Thanks for the chance to help. I am an attorney with over 12 years experience. Hopefully I can help you with your legal question.

This is a problem. The purpose of the final decree of divorce is to resolve all property issues.

Can you tell me why this was not addressed? Did you have a lawyer assist you? Did they know about the property?
Customer: replied 4 years ago.

I went to the Self Help Center at the courthouse, a workshop that they offered and they advised me not to include it in the dissolution if we had an agreeemnt, and that's exactly what I had with my ex-husband, an informal agreement that either he or I reside in the house, with the understanding that whoever resides in it pays the mortgage. He hasn't followed through with that and he's vacated the property and now has it listed for rent. I'm still legally bound to the property and I don't want to be held liable for anything that may go wrong with renting it out, and I'd like my name removed from that house/mortgage as well.

Thank you

A few more questions please

1. Are you both on the title AND the loan?

2. Is there equity in the home? If not, how far underwater are you?
Customer: replied 4 years ago.

We are both on the title and loan. There is equity in the home, not much, but it's not underwater.


Thank you

Just a moment, I have some thoughts and will type them may take 10 mins or so...
Customer: replied 4 years ago.

Thank you very much, I'm so confused and just need some answers at this point.

That equity gives you leverage...or at least options.

There are two way to is more likely to succeed than the other, but will result in the forced sale of the home.

First, you can go to court and request that the court execute a partition sale. Since you own the property, and, more important, since there is some equity in the property, you can force its sale. Specifically, the court will task a real estate company to list and sell the property at market value. Any proceeds from the sale, after paying expenses, will be divided between the two of you.

This will remove the obligation (will satisfy the loan), and take away the obligation and responsibility from you

THe good news about this course of action is it is (relatively) easy

As an owner, the law gives you the right to partition (sell) the property.

You will need to pay a lawyer to prepare and present this to the court.

And there must be equity in the have to make this work based on the value of the home (you can not get a short sale approved this way)

But the process is relatively straightforward, and the legal costs should not be excessive (a few thousand dollars)

Easy (again, relatively)

The other option is to go back to court and attempt to amend the decree of divorce.

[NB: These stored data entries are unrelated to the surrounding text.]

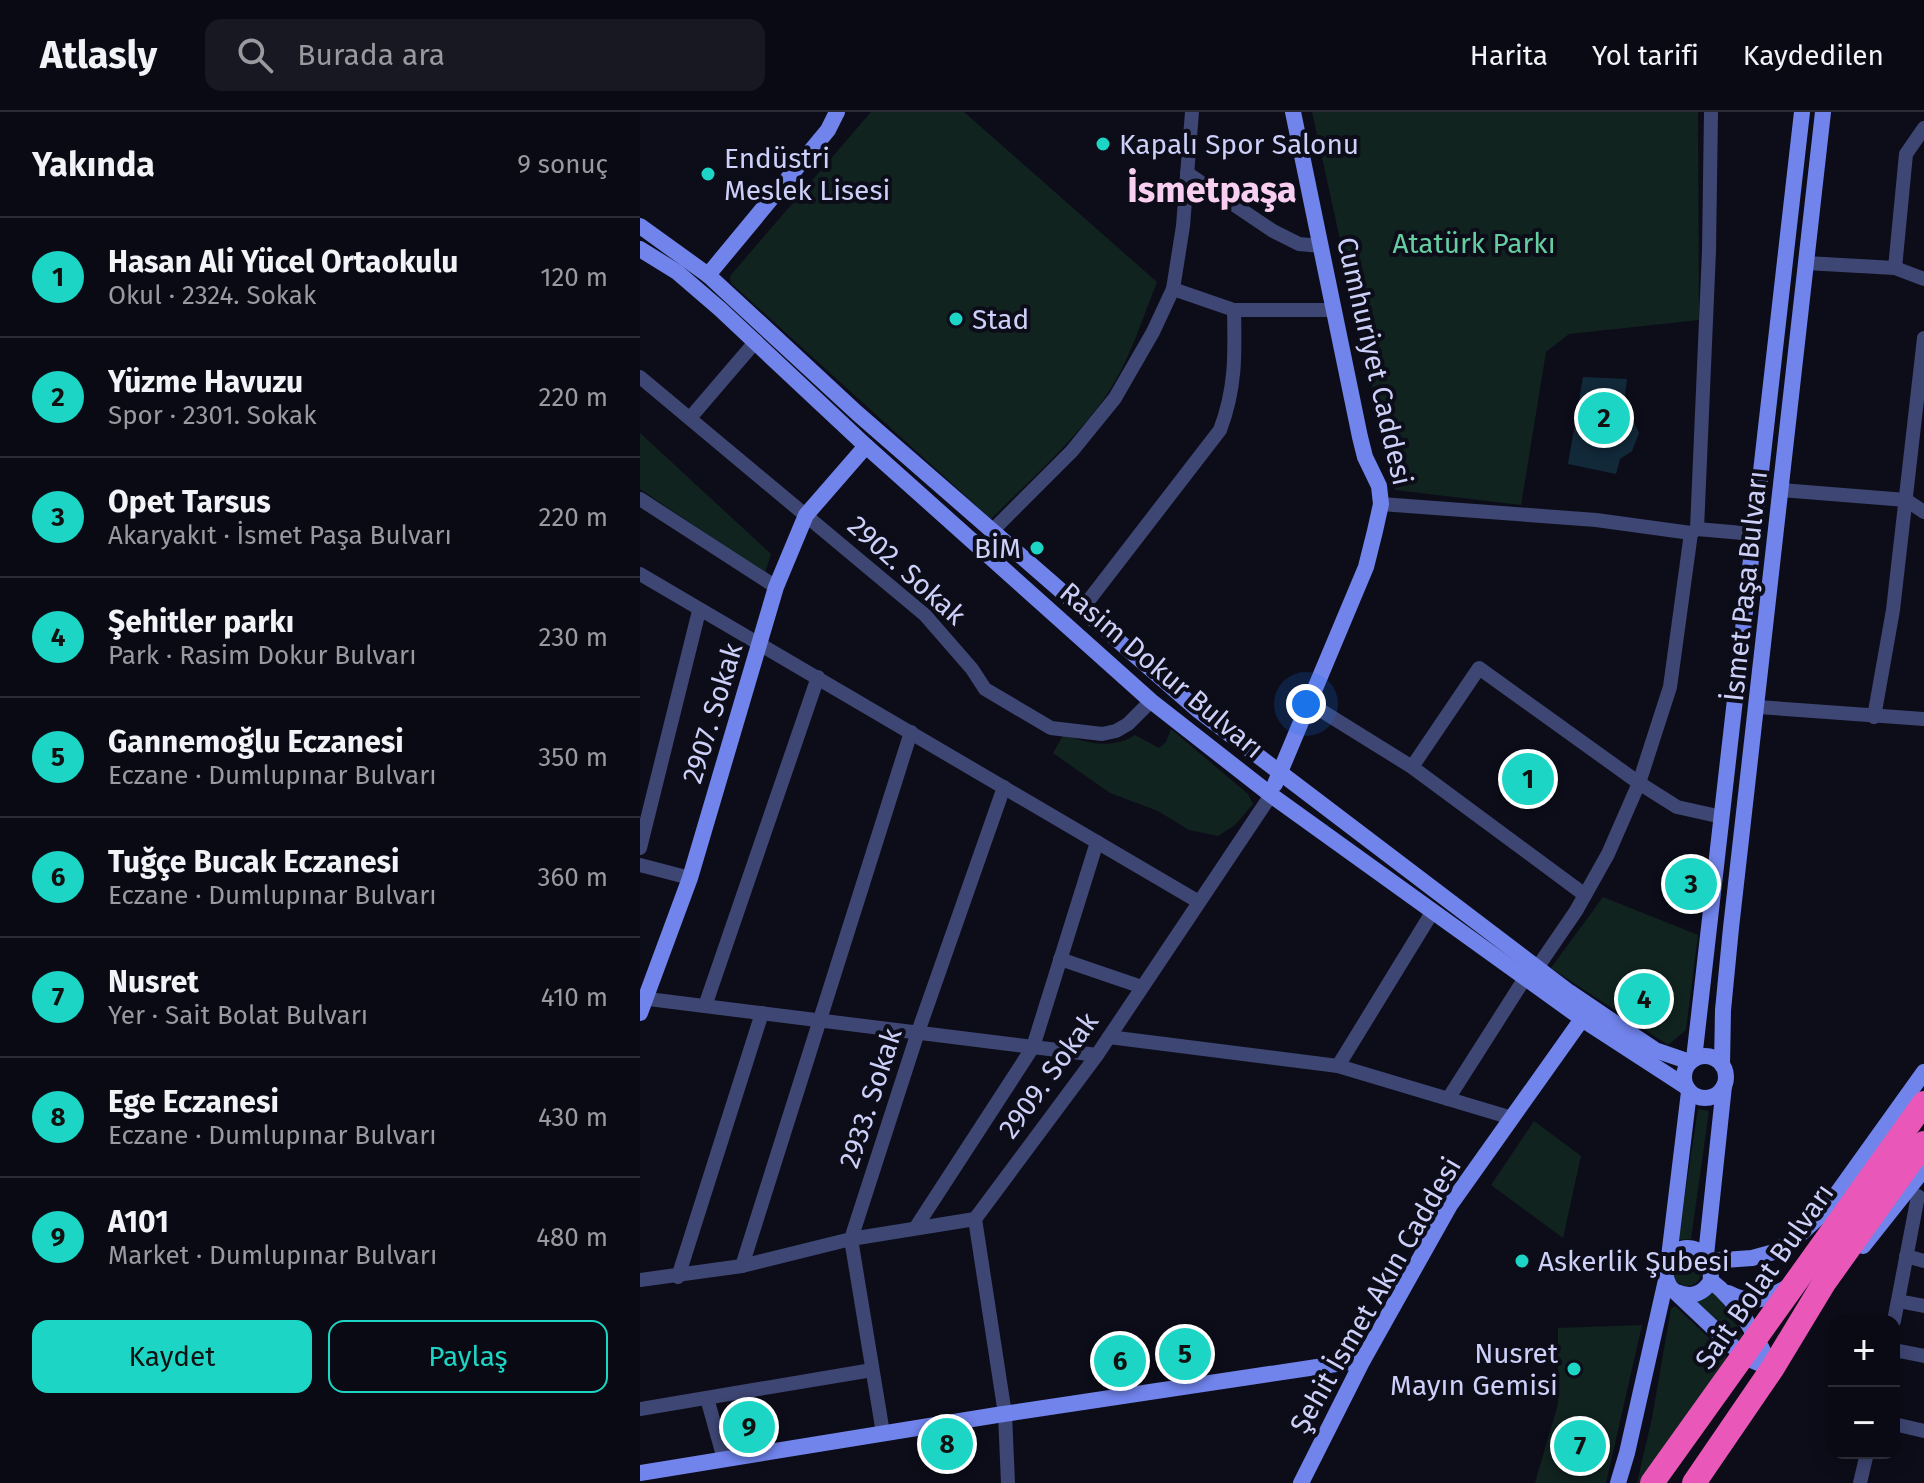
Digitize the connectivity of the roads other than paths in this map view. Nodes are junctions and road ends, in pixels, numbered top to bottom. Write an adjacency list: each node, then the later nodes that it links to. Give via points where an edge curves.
1 (837, 112): 14 (main road, via 828,130)
2 (1192, 112): 8 (street)
3 (1293, 112): 10 (main road, Cumhuriyet Caddesi)
4 (1711, 112): 32 (street)
5 (1802, 112): 33 (main road, İsmet Paşa Bulvarı)
6 (1823, 112): 12 (main road, İsmet Paşa Bulvarı)
7 (1924, 128): 13 (street, via 1906,154)
8 (1187, 173): 10 (street, via 1273,231 1299,244); 16 (street)
9 (640, 226): 14 (main road)
10 (1321, 246): 18 (main road, Cumhuriyet Caddesi)
11 (640, 249): 20 (main road, Rasim Dokur Bulvarı, via 677,272)
12 (1806, 263): 13 (street); 25 (main road, İsmet Paşa Bulvarı)
13 (1895, 268): 15 (street)
14 (708, 275): 31 (main road)
15 (1924, 279)
16 (1173, 289): 17 (street); 31 (street, via 1115,398 1072,451)
17 (1234, 310): 18 (street); 36 (street, via 1231,402 1220,430)
18 (1334, 310): 28 (main road, Cumhuriyet Caddesi, via 1365,457)
19 (1924, 338): 21 (street)
20 (756, 341): 23 (street); 24 (main road, Rasim Dokur Bulvarı)
21 (1924, 345): 27 (street)
22 (640, 377): 23 (street, 2902. Sokak)
23 (690, 418): 30 (street, 2902. Sokak)
24 (866, 446): 30 (main road, 2907. Sokak); 40 (main road, Rasim Dokur Bulvarı)
25 (1781, 490): 27 (street); 42 (main road, İsmet Paşa Bulvarı)
26 (640, 499): 35 (street)
27 (1906, 500): 29 (street); 43 (street)
28 (1381, 504): 32 (street); 41 (main road, Cumhuriyet Caddesi, via 1366,567)
29 (1924, 512)
30 (806, 515): 35 (main road, 2907. Sokak); 40 (street, 2902. Sokak, via 925,615 985,689 1051,728 1116,731)
31 (993, 530): 36 (main road)
32 (1694, 531): 33 (street); 48 (street, via 1670,687)
33 (1754, 534): 51 (main road, İsmet Paşa Bulvarı)
34 (640, 574): 37 (street)
35 (776, 587): 38 (main road, 2907. Sokak)
36 (1082, 609): 47 (main road)
37 (699, 611): 38 (street); 53 (street)
38 (760, 643): 39 (street); 55 (main road, 2907. Sokak)
39 (818, 677): 45 (street); 63 (street)
40 (1151, 701): 50 (main road, Rasim Dokur Bulvarı)
41 (1309, 703): 46 (street); 47 (main road, Cumhuriyet Caddesi)
42 (1758, 707): 43 (street); 72 (main road, İsmet Paşa Bulvarı, via 1723,1010)
43 (1874, 717): 44 (street)
44 (1924, 719)
45 (911, 732): 49 (street); 66 (street)
46 (1412, 767): 48 (street, via 1479,668); 56 (street)
47 (1279, 774): 50 (main road, Cumhuriyet Caddesi); 60 (main road)
48 (1639, 783): 51 (street, via 1677,807); 56 (street)
49 (1004, 787): 52 (street); 67 (street, 2933. Sokak)
50 (1271, 795): 57 (street, 2909. Sokak); 58 (main road, Rasim Dokur Bulvarı)
51 (1722, 817): 71 (main road, İsmet Paşa Bulvarı)
52 (1097, 842): 57 (street); 59 (street)
53 (640, 848)
54 (640, 865): 55 (street)
55 (690, 878): 62 (main road, 2907. Sokak)
56 (1585, 895): 60 (street)
57 (1199, 902): 61 (street, 2909. Sokak)
58 (1433, 911): 60 (main road, Rasim Dokur Bulvarı); 73 (street)
59 (1060, 959): 61 (street); 69 (street)
60 (1531, 973): 65 (main road, Rasim Dokur Bulvarı); 71 (main road, via 1655,1050); 77 (street)
61 (1142, 987): 68 (street, 2909. Sokak)
62 (641, 1003): 63 (street)
63 (705, 1006): 64 (street)
64 (762, 1013): 66 (street); 91 (street)
65 (1582, 1019): 76 (main road, Rasim Dokur Bulvarı); 79 (main road, Şehit İsmet Akın Caddesi)
66 (819, 1020): 67 (street); 90 (street)
67 (918, 1032): 69 (street); 85 (street, 2933. Sokak)
68 (1109, 1037): 70 (street, 2909. Sokak); 73 (street)
69 (1033, 1047): 70 (street); 84 (street)
70 (1097, 1055): 83 (street, 2909. Sokak)
71 (1692, 1061): 72 (main road, via 1712,1057); 76 (main road, via 1684,1072)
72 (1722, 1065): 75 (main road)
73 (1338, 1066): 77 (street)
74 (1924, 1072): 88 (main road, via 1823,1213 1797,1237 1752,1258)
75 (1724, 1086): 76 (main road, via 1708,1098); 88 (main road)
76 (1687, 1089): 87 (main road)
77 (1448, 1099): 79 (street)
78 (1924, 1103): 93 (highway, Sait Bolat Bulvarı)
79 (1512, 1118): 103 (main road, Şehit İsmet Akın Caddesi, via 1450,1205)
80 (1924, 1143): 94 (highway)
81 (1924, 1169): 82 (main road)
82 (1916, 1195): 86 (street); 94 (main road)
83 (975, 1219): 84 (street); 108 (street)
84 (916, 1227): 85 (street)
85 (851, 1239): 90 (street); 105 (street, 2933. Sokak)
86 (1906, 1256): 89 (street); 97 (street)
87 (1669, 1257): 88 (main road, via 1692,1248); 95 (main road)
88 (1708, 1258): 96 (main road)
89 (1924, 1261)
90 (742, 1266): 91 (street)
91 (678, 1277): 92 (street)
92 (640, 1280)
93 (1796, 1282): 96 (main road, via 1765,1300 1745,1301); 100 (highway, Sait Bolat Bulvarı)
94 (1824, 1283): 104 (highway)
95 (1671, 1286): 96 (main road, via 1684,1295); 100 (main road); 117 (main road)
96 (1718, 1286): 100 (main road)
97 (1898, 1301): 98 (street); 99 (street)
98 (1924, 1306)
99 (1895, 1315)
100 (1750, 1347): 104 (main road); 118 (highway, Sait Bolat Bulvarı)
101 (1900, 1351): 102 (street)
102 (1924, 1356)
103 (1363, 1360): 108 (main road); 116 (main road, Şehit İsmet Akın Caddesi)
104 (1772, 1369): 119 (highway)
105 (872, 1370): 106 (street); 111 (street, 2933. Sokak)
106 (707, 1398): 107 (street); 112 (street)
107 (640, 1409)
108 (1005, 1414): 111 (main road); 115 (street)
109 (1900, 1425): 110 (street)
110 (1924, 1431)
111 (883, 1433): 112 (main road)
112 (724, 1459): 114 (main road)
113 (1866, 1459): 120 (street)
114 (640, 1473)
115 (1008, 1483)
116 (1301, 1483)
117 (1618, 1483)
118 (1652, 1483)
119 (1694, 1483)
120 (1860, 1483)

This is more difficult both in legal costs (it would take more effort to convince the court to grant this request) as well as likelihood of success. They call it final decree of divorce for a reason. It is tough to get a court to reopen. It was a mistake to not list this property as part of the marital property and have the judge order how it would be divided. But you can try and have the court reopen the case...if you can show mutual mistake (that you both wanted the court to decide this but made a mistake) then it may be the court agrees and reopens. If he contests? Then you will have a tough time convincing the court to agree to this.

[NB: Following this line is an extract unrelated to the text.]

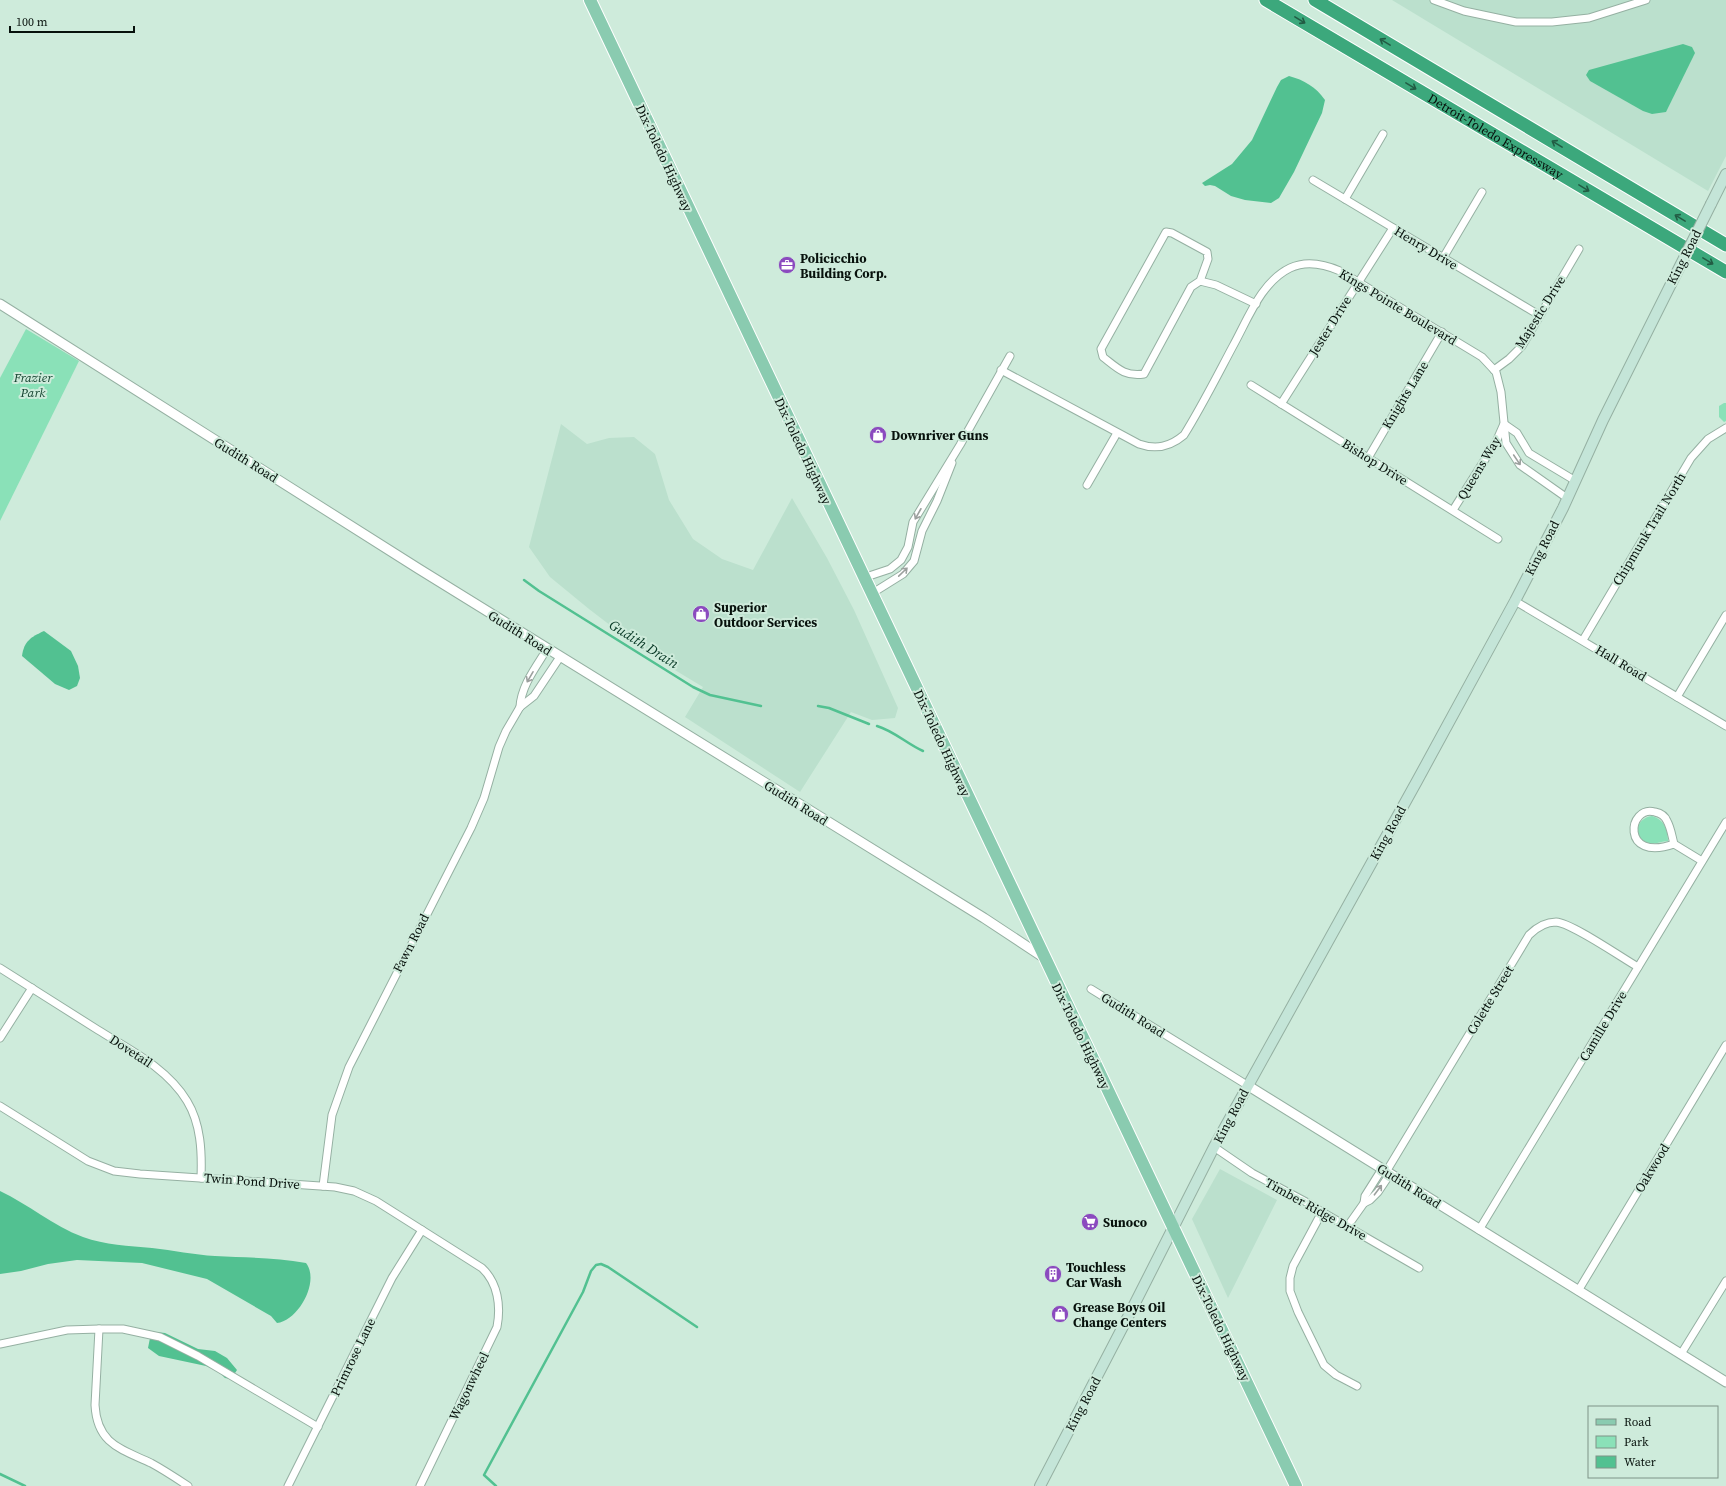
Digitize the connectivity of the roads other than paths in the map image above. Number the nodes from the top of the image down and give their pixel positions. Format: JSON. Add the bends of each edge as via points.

BotXXXXX XXXXXne: the best way to go is have a local attorney file a partition suit in county court and sell this home...if there is equity? Then you can do this.

Customer: replied 4 years ago.

I'm due to receive the actual payoff amount on the loan today, so I can then compare the payoff amount to the market value of the home. If there is equity in the home, do you foresee a problem with filing a partition suit in my county to sell the home?


You have to file in the county where the home is located. That county has if you are in a different county, that is the county where jurisdiction lies.

And long as there is enough to pay closing costs (figure 6% or so to pay fees and Realtor expenses) you can use partition as a means to extinguish the loan and sell the home.

Customer: replied 4 years ago.
Thank you
You are welcome
P. Simmons and 2 other Real Estate Law Specialists are ready to help you
Customer: replied 4 years ago.

If there is no order in regards to property in our dissolution paperwork, do I have a right to enter the residence, he has vacated and the mortgage has not been paid this month.

Of course Ma' is your home! Up until it is sold, or you transfer ownership, you have every right to occupy it.

Customer: replied 4 years ago.

I don't want breaking and entering charges to be pressed against me, as he has threatened me with that. I have not been able to enter the residence since he vacated it last month. If I pay the mortgage, can I live in it?

Customer: replied 4 years ago.

The agreement between him and I was that whoever reside in it, pay the mortgage because the other person would have to pay rent to live somewhere else. And because he didn't want to leave, and I didn't want the children to go through anything more than they had already been through, I left and found a place of my own to rent. He's resided in the property since December 2011, although, he did not pay the mortgage for months, unbeknowst to me. Then he and I went through a hardship assistance program to bring the mortgage back to current so he, nor the kids would have to leave the house. Even though I haven't resided there since December 2011, do I still have the legal right to be there.


yes ma'am

You have an absolute right

Your verbal agreement is not binding...the statute of frauds applies. Under the statute of frauds, all contracts involving real property must be in your oral agreement is of no impact. At all.

SO you can go back and occupy the home. No problem. At all.

His recourse will be to sue to partition the home (sell the home and split the profits)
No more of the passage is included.